Henrik Stamm Kristensen

This Ted Talk I post is a bit old, however in my opinion, it remains extremely current. Charles Leadbeater is the author of We-Think: Mass innovation, not mass production: The Power of Mass. In the video, he explains why open innovation is the future. Users and  community’s innovation is unstoppable despite all the obstacles that it finds.

Firstly, he uses the example of mountain bikes to explain how users create a product they wanted 15 years before the big bike companies realized that there was a market for it. That happened, according to Leadbeater, because users had an incentive that big corporations hadn’t.  They were tired of the traditional products they were offered so they decided to create a new one.

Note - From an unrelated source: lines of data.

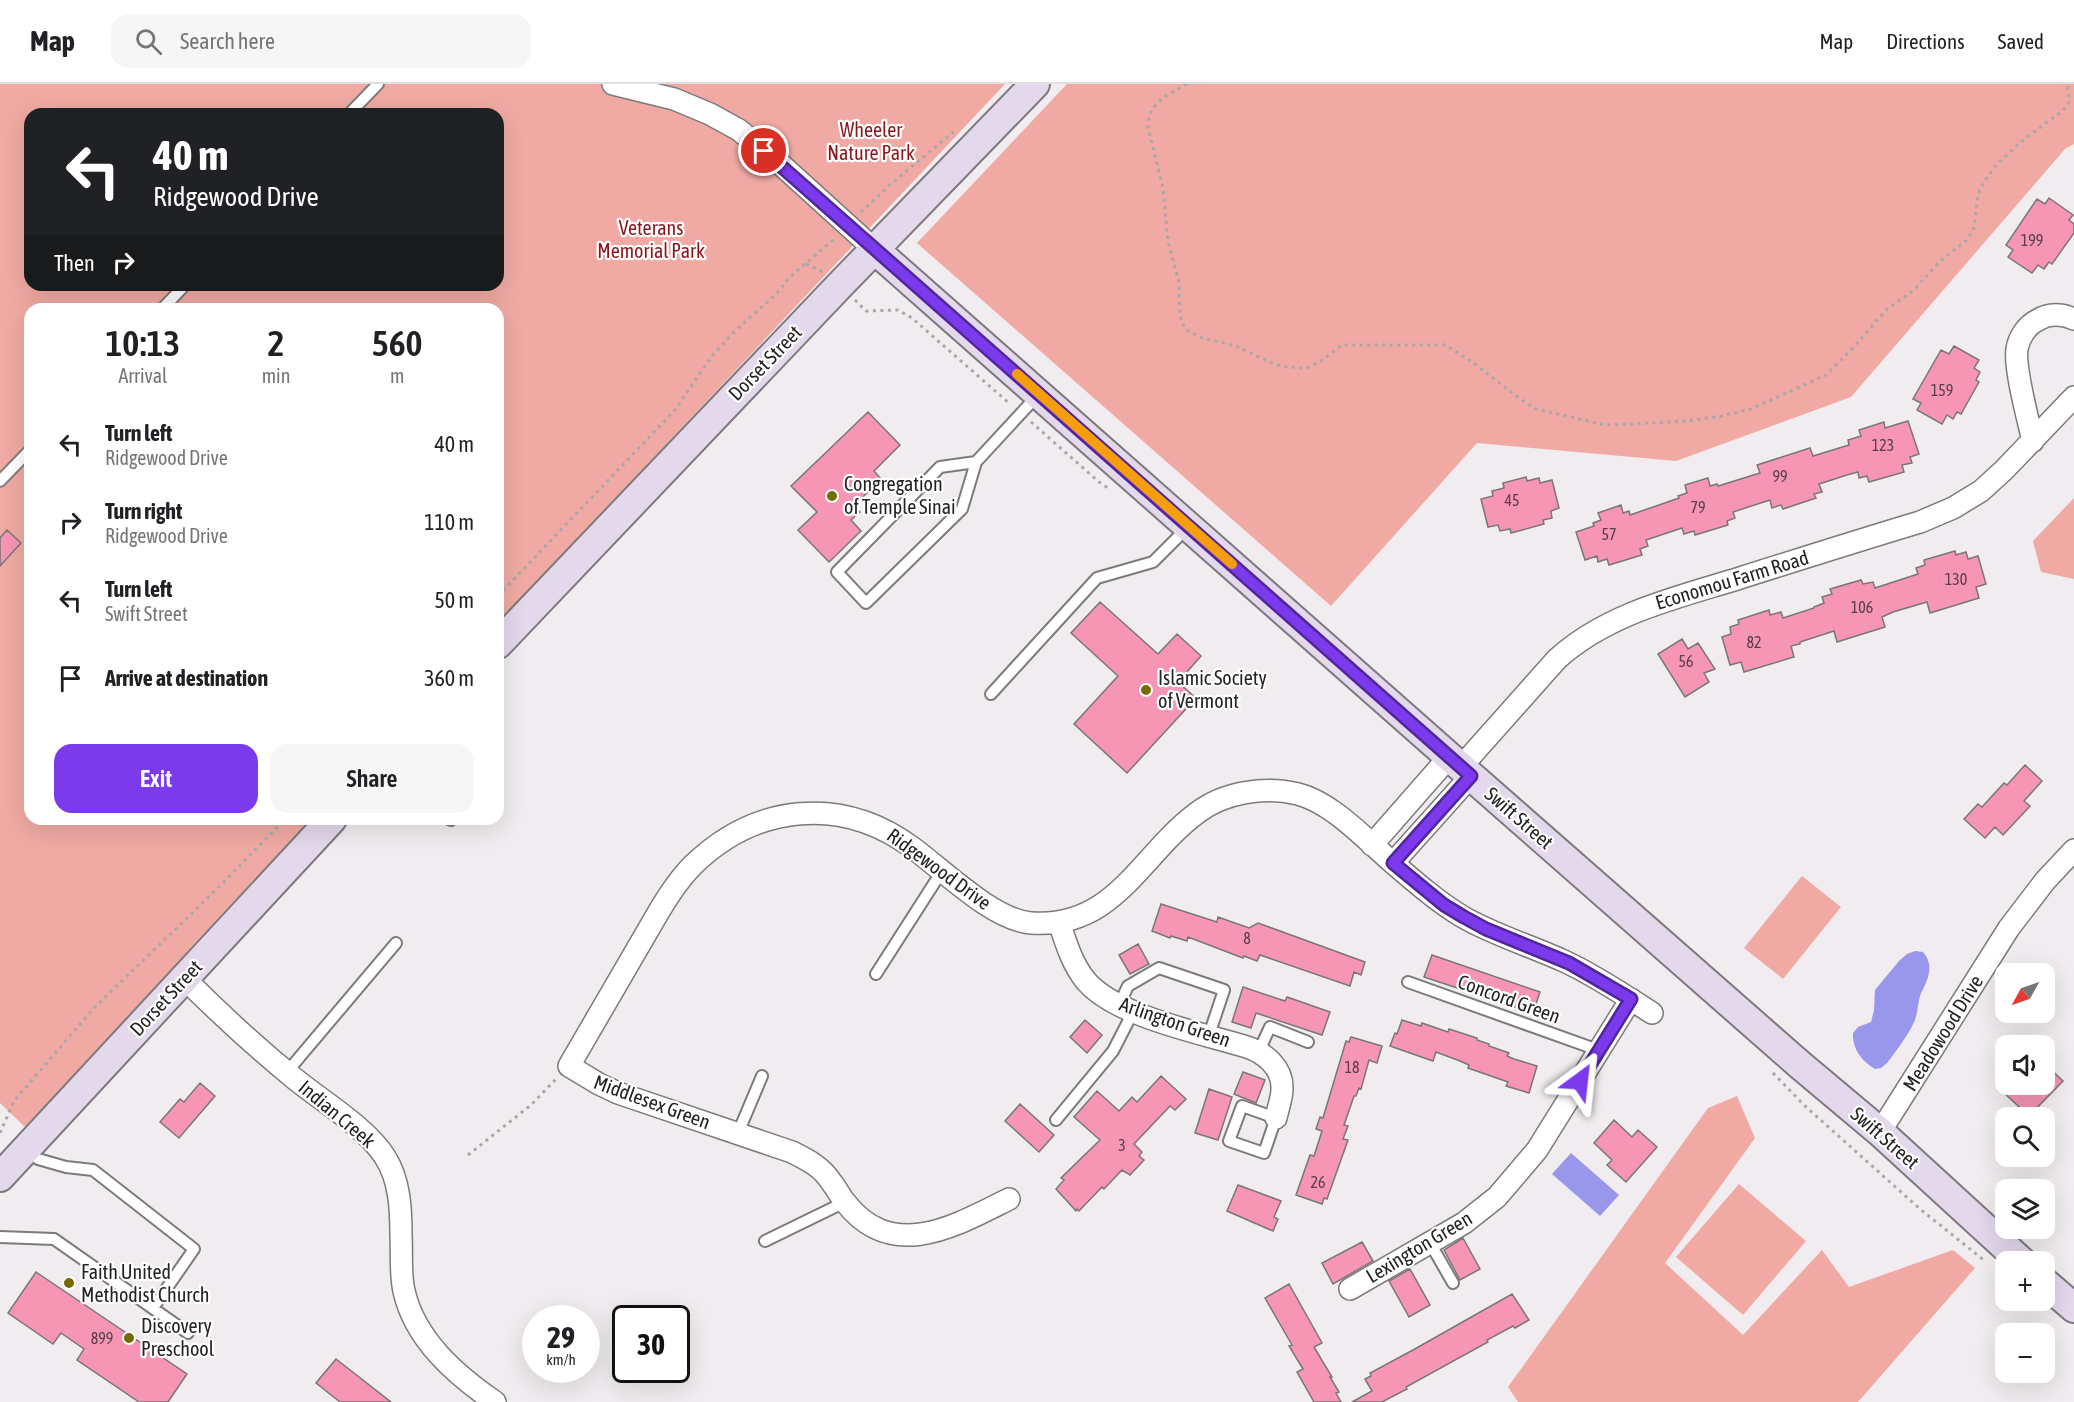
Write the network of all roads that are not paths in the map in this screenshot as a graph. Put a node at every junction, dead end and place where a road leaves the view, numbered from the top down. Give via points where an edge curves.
1 (378, 84) edge
2 (613, 84) edge
3 (1035, 84) edge
4 (355, 108) edge
5 (874, 249) junction
6 (179, 291) edge
7 (168, 303) edge
8 (2074, 319) edge
9 (1040, 394) junction
10 (2074, 397) edge
11 (2032, 441) junction
12 (24, 456) edge
13 (976, 462) junction
14 (0, 480) edge
15 (1190, 526) junction
16 (504, 638) edge
17 (991, 694) dead end
18 (1460, 766) junction
19 (326, 825) edge
20 (1372, 845) junction
21 (2074, 850) edge
22 (1393, 863) junction
23 (942, 871) junction
24 (1059, 922) junction
25 (396, 943) dead end
26 (876, 975) dead end
27 (184, 978) junction
28 (1408, 982) dead end
29 (1631, 999) junction
30 (1126, 1008) junction
31 (1652, 1013) dead end
32 (1209, 1035) junction
33 (1308, 1042) dead end
34 (1598, 1050) junction
35 (1259, 1051) junction
36 (568, 1066) joint
37 (287, 1072) junction
38 (762, 1076) dead end
39 (1276, 1118) junction
40 (1056, 1120) dead end
41 (1880, 1132) junction
42 (738, 1133) junction
43 (25, 1149) junction
44 (0, 1177) edge
45 (1009, 1199) dead end
46 (845, 1202) junction
47 (0, 1237) edge
48 (765, 1241) dead end
49 (1430, 1243) junction
50 (2010, 1251) edge
51 (1453, 1283) dead end
52 (1350, 1289) dead end
53 (2055, 1292) edge
54 (153, 1308) junction
55 (2074, 1308) edge
56 (188, 1333) dead end
57 (495, 1402) edge

1 - 4 lane
2 - 5 street, Swift Street via 674,99 739,130
3 - 5 street, Dorset Street
5 - 9 street, Swift Street
5 - 16 street, Dorset Street
6 - 7 lane
8 - 11 street via 2060,315 2038,320 2026,329 2019,343 2016,358
9 - 13 lane
9 - 15 street, Swift Street
10 - 11 street, Economou Farm Road
11 - 18 street, Economou Farm Road via 1981,491 1937,515 1636,610 1607,624 1557,659
12 - 14 lane
13 - 13 lane via 940,467 837,572 866,603 962,509
15 - 17 lane via 1153,562 1097,578
15 - 18 street, Swift Street
18 - 20 street
18 - 22 street
18 - 41 street, Swift Street
19 - 27 street, Dorset Street
20 - 22 street, Ridgewood Drive
20 - 24 street, Ridgewood Drive via 1333,811 1311,798 1248,792 1213,803 1197,813 1113,897 1081,916
21 - 41 street, Meadowood Drive via 2009,928
22 - 29 street, Ridgewood Drive via 1464,917 1569,963
23 - 24 street, Ridgewood Drive via 1011,918 1027,923
23 - 26 lane
23 - 36 street, Ridgewood Drive via 894,834 848,815 789,814 748,828 694,865 670,893
24 - 30 street, Arlington Green via 1086,981
25 - 37 lane
27 - 37 street, Indian Creek
27 - 43 street, Dorset Street
28 - 34 lane, Concord Green
29 - 31 street, Ridgewood Drive
29 - 34 street, Lexington Green
30 - 32 street, Arlington Green
30 - 32 lane via 1128,986 1159,968 1224,990
30 - 40 lane via 1113,1051
32 - 35 street, Arlington Green
33 - 35 lane via 1270,1026
34 - 49 street, Lexington Green via 1537,1150 1497,1197
35 - 39 street, Arlington Green via 1281,1077
36 - 42 street, Middlesex Green via 618,1093
37 - 57 street, Indian Creek via 365,1135 386,1158 401,1206 402,1279 413,1316 447,1364
38 - 42 lane
39 - 39 lane via 1242,1106 1229,1141 1264,1153
41 - 50 street, Swift Street
42 - 46 street, Middlesex Green via 815,1164
43 - 44 street, Dorset Street
43 - 54 lane via 38,1159 93,1170 194,1248
45 - 46 street, Middlesex Green via 943,1230 913,1235 874,1227
46 - 48 lane
47 - 54 lane via 54,1239
49 - 51 lane
49 - 52 street, Lexington Green
53 - 55 street
54 - 56 lane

This practical case shows that creativity and innovation are not something driven by special people in special places thinking about special ideas, while consumers are passive and just can say yes or no to the invention. According to Leadbeater, innovation doesn’t occur only in the laboratories of large companies or garages. And neither does it arise spontaneously from people whom we consider geniuses. Innovation comes from collaboration and it is the result of a cumulative process.

Traditional labs vs open innovation spaces

He thinks that the traditional vision of big companies, creating places like R&D parks and looking for more special people, has always been wrong. Creativity is highly collaborative and interactive. In addition, he thinks that big corporate structures aren’t taught to foster innovation. Innovation means uncertainty,  not direct profits. He explains that the more radical the innovation, the higher the degree of uncertainty.

Passionate amateurs don’t think in terms of direct profits. Passion moves them. They have the skills, they invest time… and they get results. And this is the potential of Open Innovation: consumption expresses production potential.

These user-innovators don’t think they are doing important stuff or something that matters. But, as consumers, they are creating something they wont. Leadbeater argues that the best competitor against monopolies is consumer driven innovation.  He believes that people are interested in participating and that it will be a huge movement.